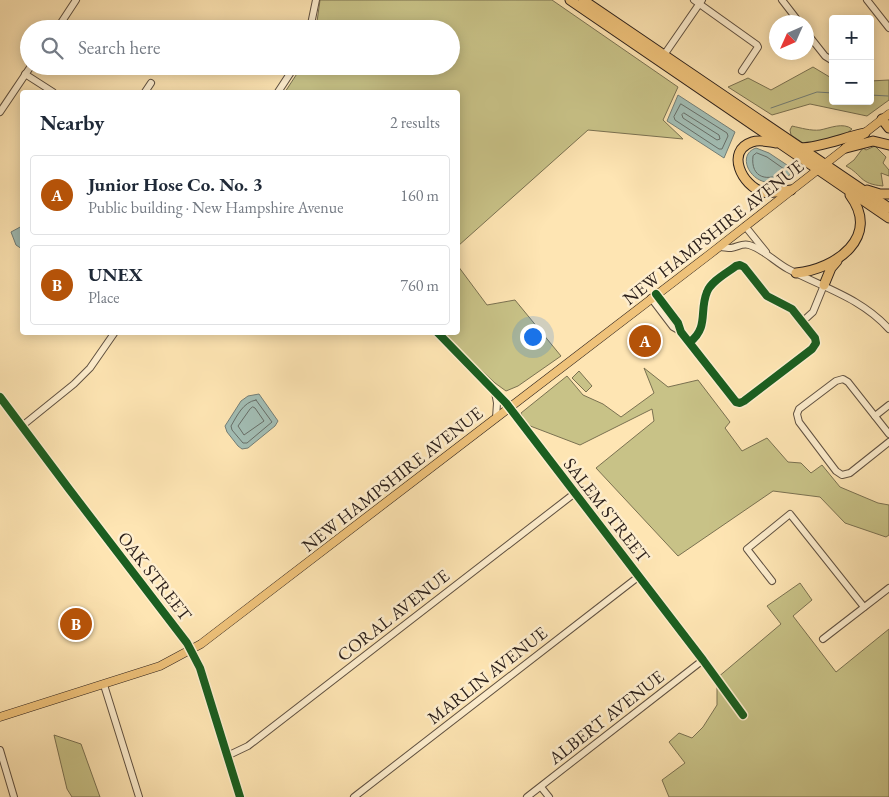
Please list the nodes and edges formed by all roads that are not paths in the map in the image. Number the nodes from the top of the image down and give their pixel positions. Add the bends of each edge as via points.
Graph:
1 (76, 0) edge
2 (316, 0) edge
3 (570, 0) edge
4 (583, 0) edge
5 (782, 0) edge
6 (867, 0) edge
7 (699, 1) edge
8 (794, 15) edge
9 (62, 20) edge
10 (312, 20) edge
11 (889, 28) edge
12 (814, 42) edge
13 (664, 55) junction
14 (831, 60) edge
15 (742, 71) dead end
16 (25, 75) edge
17 (28, 75) edge
18 (289, 75) edge
19 (152, 83) dead end
20 (50, 90) edge
21 (147, 90) edge
22 (279, 90) edge
23 (0, 112) edge
24 (886, 117) edge
25 (889, 128) edge
26 (865, 133) junction
27 (780, 144) junction
28 (889, 145) edge
29 (800, 148) junction
30 (846, 148) junction
31 (821, 167) junction
32 (856, 186) junction
33 (846, 188) junction
34 (791, 190) junction
35 (889, 194) edge
36 (889, 208) edge
37 (889, 218) edge
38 (745, 226) junction
39 (719, 247) junction
40 (770, 257) junction
41 (838, 258) junction
42 (796, 273) junction
43 (824, 285) junction
44 (653, 296) junction
45 (802, 322) junction
46 (889, 329) edge
47 (113, 335) edge
48 (440, 335) edge
49 (690, 342) junction
50 (495, 392) junction
51 (0, 397) edge
52 (889, 405) edge
53 (510, 408) junction
54 (875, 416) junction
55 (496, 418) junction
56 (22, 426) junction
57 (889, 434) edge
58 (889, 442) edge
59 (574, 493) junction
60 (638, 577) junction
61 (772, 582) dead end
62 (889, 588) edge
63 (864, 607) junction
64 (822, 639) dead end
65 (192, 650) junction
66 (703, 660) junction
67 (104, 685) junction
68 (743, 715) dead end
69 (0, 716) edge
70 (0, 750) edge
71 (227, 756) junction
72 (541, 786) junction
73 (14, 797) edge
74 (139, 797) edge
75 (240, 797) edge
76 (354, 797) edge
77 (527, 797) edge
78 (548, 797) edge

1 - 9 street
2 - 10 street
3 - 27 highway
4 - 13 highway
5 - 8 street
6 - 11 street
7 - 13 street
7 - 15 street via 757,44
12 - 14 street
13 - 29 highway
16 - 23 street
17 - 20 street
18 - 22 street
19 - 21 street
24 - 25 highway
24 - 26 main road, NEW HAMPSHIRE AVENUE
26 - 29 highway via 822,146
26 - 30 main road, NEW HAMPSHIRE AVENUE
27 - 31 highway
27 - 34 highway via 757,141 748,144 740,154 739,169 750,185 762,191
28 - 30 highway via 873,141
29 - 31 highway
30 - 31 main road, NEW HAMPSHIRE AVENUE
31 - 32 highway
31 - 33 highway
31 - 34 main road, NEW HAMPSHIRE AVENUE
32 - 35 highway
32 - 36 highway
33 - 37 highway
33 - 41 highway via 859,210 860,229 854,244
34 - 38 main road, NEW HAMPSHIRE AVENUE
38 - 39 main road, NEW HAMPSHIRE AVENUE
38 - 40 street
39 - 40 street via 748,244
39 - 44 main road, NEW HAMPSHIRE AVENUE
40 - 42 street
41 - 42 highway via 821,268
41 - 43 highway
42 - 43 street
43 - 45 street via 813,312
43 - 46 street via 856,301
44 - 49 street
44 - 53 main road, NEW HAMPSHIRE AVENUE
45 - 49 street via 792,309 767,296 739,265 710,286 700,331
45 - 49 street via 815,338 815,346 740,403 734,400
47 - 56 street via 90,368
48 - 50 street, SALEM STREET
50 - 53 street, SALEM STREET
50 - 55 street
51 - 56 street, OAK STREET
52 - 54 street
53 - 55 main road, NEW HAMPSHIRE AVENUE
53 - 59 street, SALEM STREET
54 - 57 street
54 - 58 street via 847,380 841,378 799,409 796,415 841,475 850,473
55 - 65 main road, NEW HAMPSHIRE AVENUE
56 - 65 street, OAK STREET
59 - 60 street, SALEM STREET
59 - 71 street, CORAL AVENUE via 248,746
60 - 66 street, SALEM STREET
60 - 76 street, MARLIN AVENUE
61 - 63 street via 747,549 790,514
62 - 63 street
63 - 64 street
65 - 67 main road, NEW HAMPSHIRE AVENUE via 160,666
65 - 71 street, OAK STREET
66 - 68 street, SALEM STREET
66 - 72 street, ALBERT AVENUE
67 - 69 main road, NEW HAMPSHIRE AVENUE
67 - 74 street
70 - 73 street
71 - 75 street, OAK STREET
72 - 77 street, ALBERT AVENUE
72 - 78 street

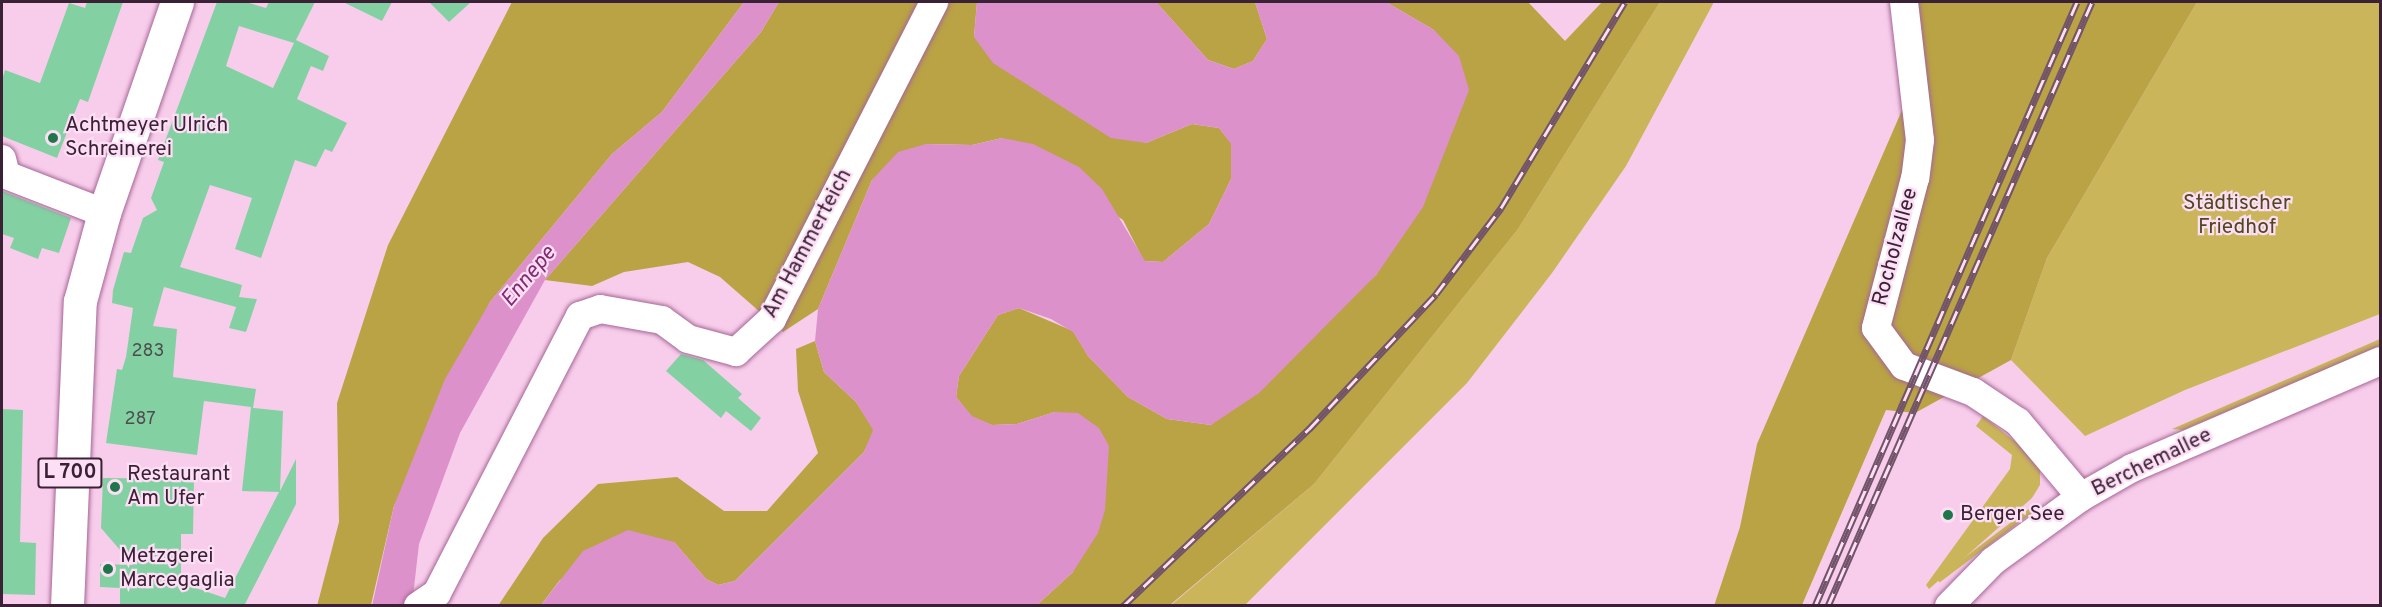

★ ★ ★

### Exercise description
With the pictures left aside, write out all of the records above exactly.

### Solved problem
Please list the nodes and edges formed by all roads that are not paths in the map in the image. Number the nodes from the top of the image down and give their pixel positions. Add the bends of each edge as via points.
Graph:
1 (76, 0) edge
2 (316, 0) edge
3 (570, 0) edge
4 (583, 0) edge
5 (782, 0) edge
6 (867, 0) edge
7 (699, 1) edge
8 (794, 15) edge
9 (62, 20) edge
10 (312, 20) edge
11 (889, 28) edge
12 (814, 42) edge
13 (664, 55) junction
14 (831, 60) edge
15 (742, 71) dead end
16 (25, 75) edge
17 (28, 75) edge
18 (289, 75) edge
19 (152, 83) dead end
20 (50, 90) edge
21 (147, 90) edge
22 (279, 90) edge
23 (0, 112) edge
24 (886, 117) edge
25 (889, 128) edge
26 (865, 133) junction
27 (780, 144) junction
28 (889, 145) edge
29 (800, 148) junction
30 (846, 148) junction
31 (821, 167) junction
32 (856, 186) junction
33 (846, 188) junction
34 (791, 190) junction
35 (889, 194) edge
36 (889, 208) edge
37 (889, 218) edge
38 (745, 226) junction
39 (719, 247) junction
40 (770, 257) junction
41 (838, 258) junction
42 (796, 273) junction
43 (824, 285) junction
44 (653, 296) junction
45 (802, 322) junction
46 (889, 329) edge
47 (113, 335) edge
48 (440, 335) edge
49 (690, 342) junction
50 (495, 392) junction
51 (0, 397) edge
52 (889, 405) edge
53 (510, 408) junction
54 (875, 416) junction
55 (496, 418) junction
56 (22, 426) junction
57 (889, 434) edge
58 (889, 442) edge
59 (574, 493) junction
60 (638, 577) junction
61 (772, 582) dead end
62 (889, 588) edge
63 (864, 607) junction
64 (822, 639) dead end
65 (192, 650) junction
66 (703, 660) junction
67 (104, 685) junction
68 (743, 715) dead end
69 (0, 716) edge
70 (0, 750) edge
71 (227, 756) junction
72 (541, 786) junction
73 (14, 797) edge
74 (139, 797) edge
75 (240, 797) edge
76 (354, 797) edge
77 (527, 797) edge
78 (548, 797) edge

1 - 9 street
2 - 10 street
3 - 27 highway
4 - 13 highway
5 - 8 street
6 - 11 street
7 - 13 street
7 - 15 street via 757,44
12 - 14 street
13 - 29 highway
16 - 23 street
17 - 20 street
18 - 22 street
19 - 21 street
24 - 25 highway
24 - 26 main road, NEW HAMPSHIRE AVENUE
26 - 29 highway via 822,146
26 - 30 main road, NEW HAMPSHIRE AVENUE
27 - 31 highway
27 - 34 highway via 757,141 748,144 740,154 739,169 750,185 762,191
28 - 30 highway via 873,141
29 - 31 highway
30 - 31 main road, NEW HAMPSHIRE AVENUE
31 - 32 highway
31 - 33 highway
31 - 34 main road, NEW HAMPSHIRE AVENUE
32 - 35 highway
32 - 36 highway
33 - 37 highway
33 - 41 highway via 859,210 860,229 854,244
34 - 38 main road, NEW HAMPSHIRE AVENUE
38 - 39 main road, NEW HAMPSHIRE AVENUE
38 - 40 street
39 - 40 street via 748,244
39 - 44 main road, NEW HAMPSHIRE AVENUE
40 - 42 street
41 - 42 highway via 821,268
41 - 43 highway
42 - 43 street
43 - 45 street via 813,312
43 - 46 street via 856,301
44 - 49 street
44 - 53 main road, NEW HAMPSHIRE AVENUE
45 - 49 street via 792,309 767,296 739,265 710,286 700,331
45 - 49 street via 815,338 815,346 740,403 734,400
47 - 56 street via 90,368
48 - 50 street, SALEM STREET
50 - 53 street, SALEM STREET
50 - 55 street
51 - 56 street, OAK STREET
52 - 54 street
53 - 55 main road, NEW HAMPSHIRE AVENUE
53 - 59 street, SALEM STREET
54 - 57 street
54 - 58 street via 847,380 841,378 799,409 796,415 841,475 850,473
55 - 65 main road, NEW HAMPSHIRE AVENUE
56 - 65 street, OAK STREET
59 - 60 street, SALEM STREET
59 - 71 street, CORAL AVENUE via 248,746
60 - 66 street, SALEM STREET
60 - 76 street, MARLIN AVENUE
61 - 63 street via 747,549 790,514
62 - 63 street
63 - 64 street
65 - 67 main road, NEW HAMPSHIRE AVENUE via 160,666
65 - 71 street, OAK STREET
66 - 68 street, SALEM STREET
66 - 72 street, ALBERT AVENUE
67 - 69 main road, NEW HAMPSHIRE AVENUE
67 - 74 street
70 - 73 street
71 - 75 street, OAK STREET
72 - 77 street, ALBERT AVENUE
72 - 78 street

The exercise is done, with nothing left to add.